Stored data entries
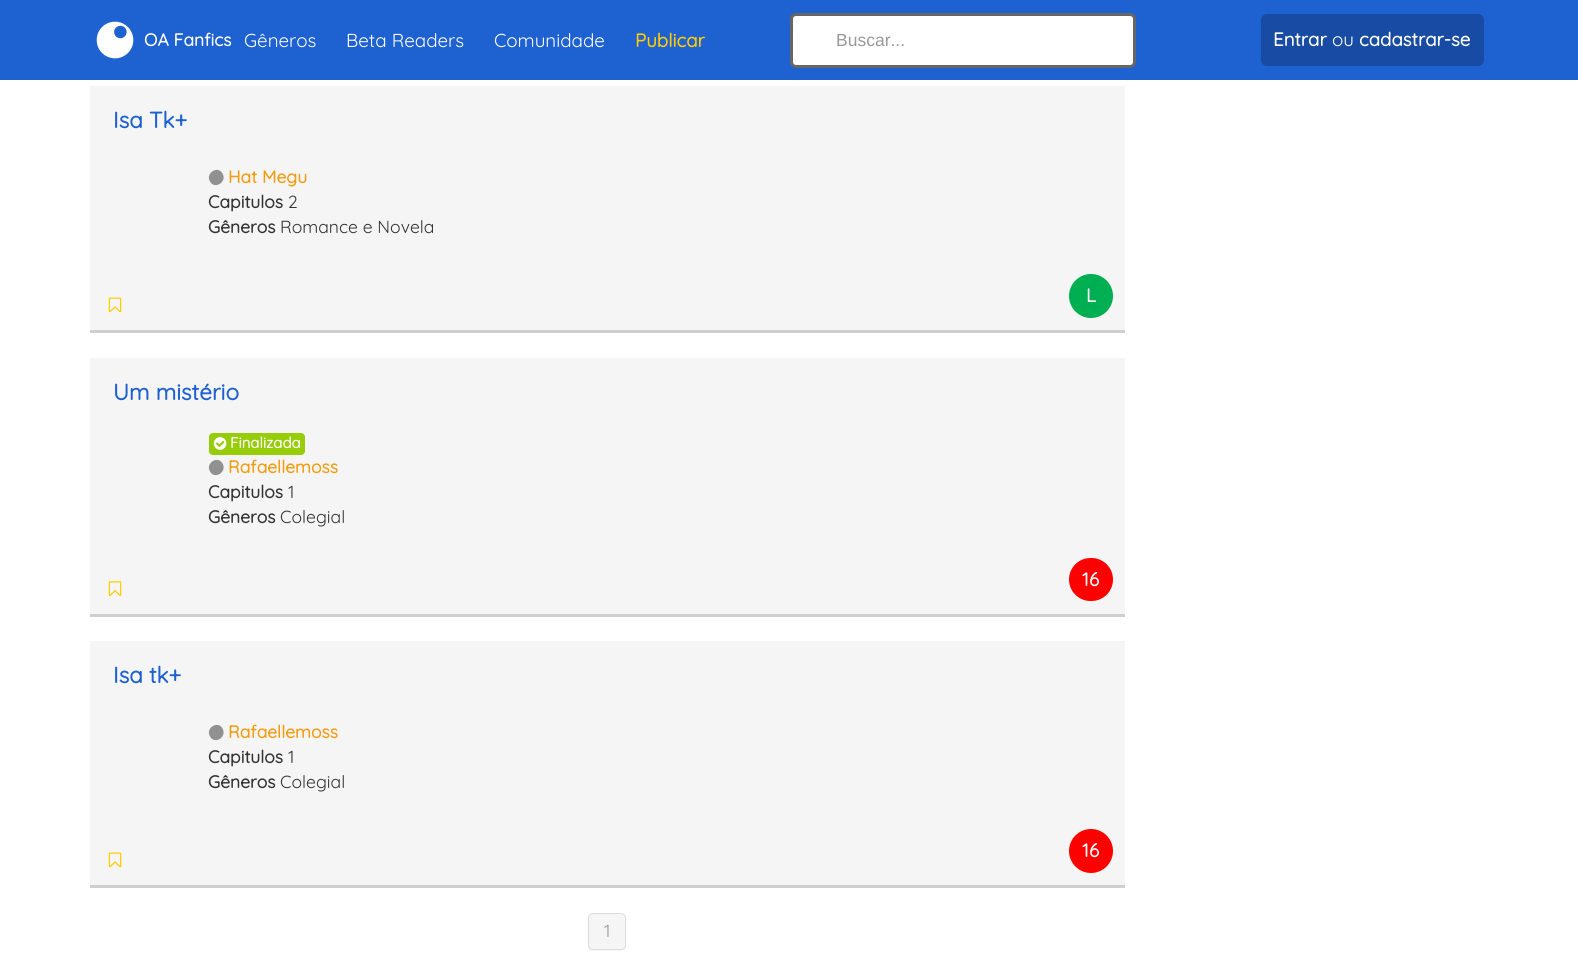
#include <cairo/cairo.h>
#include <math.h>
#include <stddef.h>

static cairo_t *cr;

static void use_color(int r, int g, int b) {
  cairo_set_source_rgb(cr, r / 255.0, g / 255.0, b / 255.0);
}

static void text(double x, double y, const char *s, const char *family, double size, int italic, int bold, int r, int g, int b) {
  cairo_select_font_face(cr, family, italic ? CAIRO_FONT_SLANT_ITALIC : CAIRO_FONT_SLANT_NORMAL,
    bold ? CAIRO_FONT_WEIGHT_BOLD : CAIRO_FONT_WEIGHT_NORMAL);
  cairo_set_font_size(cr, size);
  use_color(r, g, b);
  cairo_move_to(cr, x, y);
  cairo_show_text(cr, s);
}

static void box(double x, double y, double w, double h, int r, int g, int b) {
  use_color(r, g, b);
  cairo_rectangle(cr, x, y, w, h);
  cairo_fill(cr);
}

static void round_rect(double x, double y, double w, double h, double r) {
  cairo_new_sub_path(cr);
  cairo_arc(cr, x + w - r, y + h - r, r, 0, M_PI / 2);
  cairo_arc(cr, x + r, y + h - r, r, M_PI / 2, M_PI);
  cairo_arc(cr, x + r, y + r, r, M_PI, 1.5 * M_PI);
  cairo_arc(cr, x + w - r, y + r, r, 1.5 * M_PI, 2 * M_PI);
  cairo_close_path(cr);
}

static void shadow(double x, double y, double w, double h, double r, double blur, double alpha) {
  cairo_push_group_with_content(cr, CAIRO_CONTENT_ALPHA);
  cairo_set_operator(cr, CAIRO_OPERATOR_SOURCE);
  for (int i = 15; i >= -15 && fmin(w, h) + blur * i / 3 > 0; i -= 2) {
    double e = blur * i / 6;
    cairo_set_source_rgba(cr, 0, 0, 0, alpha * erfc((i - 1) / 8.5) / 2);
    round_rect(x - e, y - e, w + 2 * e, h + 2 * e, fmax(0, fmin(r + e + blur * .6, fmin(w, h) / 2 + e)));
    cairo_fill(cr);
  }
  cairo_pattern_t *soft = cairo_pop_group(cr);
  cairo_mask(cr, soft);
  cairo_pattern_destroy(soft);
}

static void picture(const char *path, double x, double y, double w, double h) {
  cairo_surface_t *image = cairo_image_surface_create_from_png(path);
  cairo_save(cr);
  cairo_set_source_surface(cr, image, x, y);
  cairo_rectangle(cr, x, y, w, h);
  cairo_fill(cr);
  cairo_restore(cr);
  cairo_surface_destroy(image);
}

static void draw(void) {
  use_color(255, 255, 255);
  cairo_paint(cr);
  box(0, 0, 1578, 80, 30, 97, 209);
  picture("img_01.png", 96, 21, 38, 38);
  use_color(255, 255, 255);
  round_rect(791.5, 14.5, 343, 52, 4.5);
  cairo_fill_preserve(cr);
  use_color(102, 102, 102);
  cairo_set_line_width(cr, 3);
  cairo_stroke(cr);
  use_color(24, 76, 164);
  round_rect(1261, 14, 223, 52, 6);
  cairo_fill(cr);
  box(90, 86, 1035, 244, 245, 245, 245);
  box(90, 330, 1035, 3, 207, 207, 207);
  use_color(145, 145, 145);
  cairo_new_path(cr);
  cairo_move_to(cr, 222.5, 173.5);
  cairo_curve_to(cr, 227.5, 182, 214.5, 190, 210, 181.5);
  cairo_curve_to(cr, 205, 173, 218, 165, 222.5, 173.5);
  cairo_close_path(cr);
  cairo_fill(cr);
  use_color(0, 175, 81);
  cairo_arc(cr, 1091, 296, 22, 0, 2 * M_PI);
  cairo_fill(cr);
  picture("img_02.png", 108, 297, 14, 16);
  box(90, 358, 1035, 256, 245, 245, 245);
  box(90, 614, 1035, 3, 207, 207, 207);
  use_color(151, 204, 9);
  round_rect(209, 433, 96, 22, 4);
  cairo_fill(cr);
  picture("img_03.png", 213, 437, 14, 13);
  use_color(145, 145, 145);
  cairo_new_path(cr);
  cairo_move_to(cr, 222.5, 463.5);
  cairo_curve_to(cr, 227.5, 472, 214.5, 480, 210, 471.5);
  cairo_curve_to(cr, 205, 463, 218, 455, 222.5, 463.5);
  cairo_close_path(cr);
  cairo_fill(cr);
  use_color(254, 0, 0);
  round_rect(1069, 558, 44, 43, 21.5);
  cairo_fill(cr);
  picture("img_04.png", 108, 581, 14, 15);
  box(90, 641, 1035, 244, 245, 245, 245);
  box(90, 885, 1035, 3, 207, 207, 207);
  use_color(145, 145, 145);
  cairo_new_path(cr);
  cairo_move_to(cr, 222.5, 728.5);
  cairo_curve_to(cr, 227.5, 737, 214.5, 745, 210, 736.5);
  cairo_curve_to(cr, 205, 728, 218, 720, 222.5, 728.5);
  cairo_close_path(cr);
  cairo_fill(cr);
  use_color(254, 0, 0);
  cairo_arc(cr, 1091, 851, 22, 0, 2 * M_PI);
  cairo_fill(cr);
  picture("img_02.png", 108, 852, 14, 16);
  use_color(0, 0, 0);
  shadow(588, 914, 38, 37, 5, 1, 0.05);
  use_color(245, 245, 245);
  round_rect(588.5, 913.5, 37, 36, 4.5);
  cairo_fill_preserve(cr);
  use_color(221, 221, 221);
  cairo_set_line_width(cr, 1);
  cairo_stroke(cr);
  text(144, 46, "OA Fanfics", "Quicksand", 17.5, 0, 1, 255, 255, 255);
  text(244, 47, "Gêneros", "Quicksand Light", 18.75, 0, 0, 255, 255, 255);
  text(346, 47, "Beta Readers", "Quicksand Light", 18.75, 0, 0, 255, 255, 255);
  text(494, 47, "Comunidade", "Quicksand Light", 18.75, 0, 0, 255, 255, 255);
  text(635, 47, "Publicar", "Quicksand", 18.75, 0, 1, 255, 204, 0);
  text(836, 46, "Buscar...", "Liberation Sans", 17.5, 0, 0, 153, 153, 153);
  text(1273, 46, "Entrar", "Quicksand", 18.75, 0, 1, 255, 255, 255);
  text(1332, 46, "ou", "Quicksand Light", 18.75, 0, 0, 255, 255, 255);
  text(1359, 46, "cadastrar-se", "Quicksand", 18.75, 0, 1, 255, 255, 255);
  text(113, 128, "Isa Tk+", "Quicksand", 22.5, 0, 1, 30, 97, 209);
  text(228, 183, "Hat Megu", "Quicksand", 17.5, 0, 1, 243, 156, 18);
  text(208, 208, "Capitulos", "Quicksand", 17.5, 0, 1, 51, 51, 51);
  text(288, 208, "2", "Quicksand Light", 17.5, 0, 0, 51, 51, 51);
  text(208, 233, "Gêneros", "Quicksand", 17.5, 0, 1, 51, 51, 51);
  text(280, 233, "Romance e Novela", "Quicksand Light", 17.5, 0, 0, 51, 51, 51);
  text(1086, 302, "L", "Quicksand", 18.75, 0, 1, 255, 255, 255);
  text(113, 400, "Um mistério", "Quicksand", 22.5, 0, 1, 30, 97, 209);
  text(230, 448, "Finalizada", "Quicksand", 15, 0, 1, 255, 255, 255);
  text(228, 473, "Rafaellemoss", "Quicksand", 17.5, 0, 1, 243, 156, 18);
  text(208, 498, "Capitulos", "Quicksand", 17.5, 0, 1, 51, 51, 51);
  text(288, 498, "1", "Quicksand Light", 17.5, 0, 0, 51, 51, 51);
  text(208, 523, "Gêneros", "Quicksand", 17.5, 0, 1, 51, 51, 51);
  text(280, 523, "Colegial", "Quicksand Light", 17.5, 0, 0, 51, 51, 51);
  text(1082, 586, "16", "Quicksand", 18.75, 0, 1, 255, 255, 255);
  text(113, 683, "Isa tk+", "Quicksand", 22.5, 0, 1, 30, 97, 209);
  text(228, 738, "Rafaellemoss", "Quicksand", 17.5, 0, 1, 243, 156, 18);
  text(208, 763, "Capitulos", "Quicksand", 17.5, 0, 1, 51, 51, 51);
  text(288, 763, "1", "Quicksand Light", 17.5, 0, 0, 51, 51, 51);
  text(208, 788, "Gêneros", "Quicksand", 17.5, 0, 1, 51, 51, 51);
  text(280, 788, "Colegial", "Quicksand Light", 17.5, 0, 0, 51, 51, 51);
  text(1082, 857, "16", "Quicksand", 18.75, 0, 1, 255, 255, 255);
  text(604, 937, "1", "Quicksand Light", 17.5, 0, 0, 153, 153, 153);
}

int main(void) {
  cairo_surface_t *surface = cairo_image_surface_create(CAIRO_FORMAT_RGB24, 1578, 961);
  cr = cairo_create(surface);
  cairo_font_options_t *options = cairo_font_options_create();
  cairo_font_options_set_hint_metrics(options, CAIRO_HINT_METRICS_OFF);
  cairo_font_options_set_hint_style(options, CAIRO_HINT_STYLE_NONE);
  cairo_set_font_options(cr, options);
  cairo_set_miter_limit(cr, 4);
  draw();
  cairo_surface_write_to_png(surface, "out.png");
  cairo_font_options_destroy(options);
  cairo_destroy(cr);
  cairo_surface_destroy(surface);
  return 0;
}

# What you have to do
Using the entries shown above, reproduce verbatim the lines from the line bearing "static cairo_t *cr;" to the line bearing "cairo_move_to(cr, x, y);", inclusive.

# Solution to this exercise
static cairo_t *cr;

static void use_color(int r, int g, int b) {
  cairo_set_source_rgb(cr, r / 255.0, g / 255.0, b / 255.0);
}

static void text(double x, double y, const char *s, const char *family, double size, int italic, int bold, int r, int g, int b) {
  cairo_select_font_face(cr, family, italic ? CAIRO_FONT_SLANT_ITALIC : CAIRO_FONT_SLANT_NORMAL,
    bold ? CAIRO_FONT_WEIGHT_BOLD : CAIRO_FONT_WEIGHT_NORMAL);
  cairo_set_font_size(cr, size);
  use_color(r, g, b);
  cairo_move_to(cr, x, y);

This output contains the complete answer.